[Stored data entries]

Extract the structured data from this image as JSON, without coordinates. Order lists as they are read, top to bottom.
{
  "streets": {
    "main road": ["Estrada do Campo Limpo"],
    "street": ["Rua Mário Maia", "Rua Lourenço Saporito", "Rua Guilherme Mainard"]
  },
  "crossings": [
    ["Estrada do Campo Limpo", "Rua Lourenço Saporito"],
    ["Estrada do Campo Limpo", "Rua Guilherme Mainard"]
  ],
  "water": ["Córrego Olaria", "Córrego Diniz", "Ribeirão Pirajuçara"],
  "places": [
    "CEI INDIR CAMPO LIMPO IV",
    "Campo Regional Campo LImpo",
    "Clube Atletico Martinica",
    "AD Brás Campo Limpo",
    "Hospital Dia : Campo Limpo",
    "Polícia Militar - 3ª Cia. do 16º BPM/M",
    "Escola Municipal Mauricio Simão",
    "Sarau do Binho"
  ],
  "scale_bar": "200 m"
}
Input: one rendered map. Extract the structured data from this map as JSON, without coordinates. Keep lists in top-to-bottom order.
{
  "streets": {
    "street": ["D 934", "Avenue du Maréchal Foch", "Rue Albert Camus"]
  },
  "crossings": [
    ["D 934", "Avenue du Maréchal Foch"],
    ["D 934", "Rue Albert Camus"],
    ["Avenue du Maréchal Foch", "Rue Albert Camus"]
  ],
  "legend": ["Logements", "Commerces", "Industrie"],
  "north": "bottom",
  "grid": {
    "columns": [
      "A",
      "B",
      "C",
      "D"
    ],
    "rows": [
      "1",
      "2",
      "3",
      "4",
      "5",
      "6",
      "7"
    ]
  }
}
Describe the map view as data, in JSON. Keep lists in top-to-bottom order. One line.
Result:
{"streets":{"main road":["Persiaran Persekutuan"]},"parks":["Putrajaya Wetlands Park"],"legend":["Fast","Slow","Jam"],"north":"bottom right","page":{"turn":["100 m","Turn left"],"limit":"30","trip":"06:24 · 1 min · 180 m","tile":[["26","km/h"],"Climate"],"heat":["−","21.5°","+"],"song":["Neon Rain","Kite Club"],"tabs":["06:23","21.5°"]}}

Assignment: Reproduce exactly the line that holds "Input: one rendered", then every line after it, ending with the final line of the records above.

Your solution:
Input: one rendered map. Extract the structured data from this map as JSON, without coordinates. Keep lists in top-to-bottom order.
{
  "streets": {
    "street": ["D 934", "Avenue du Maréchal Foch", "Rue Albert Camus"]
  },
  "crossings": [
    ["D 934", "Avenue du Maréchal Foch"],
    ["D 934", "Rue Albert Camus"],
    ["Avenue du Maréchal Foch", "Rue Albert Camus"]
  ],
  "legend": ["Logements", "Commerces", "Industrie"],
  "north": "bottom",
  "grid": {
    "columns": [
      "A",
      "B",
      "C",
      "D"
    ],
    "rows": [
      "1",
      "2",
      "3",
      "4",
      "5",
      "6",
      "7"
    ]
  }
}
Describe the map view as data, in JSON. Keep lists in top-to-bottom order. One line.
Result:
{"streets":{"main road":["Persiaran Persekutuan"]},"parks":["Putrajaya Wetlands Park"],"legend":["Fast","Slow","Jam"],"north":"bottom right","page":{"turn":["100 m","Turn left"],"limit":"30","trip":"06:24 · 1 min · 180 m","tile":[["26","km/h"],"Climate"],"heat":["−","21.5°","+"],"song":["Neon Rain","Kite Club"],"tabs":["06:23","21.5°"]}}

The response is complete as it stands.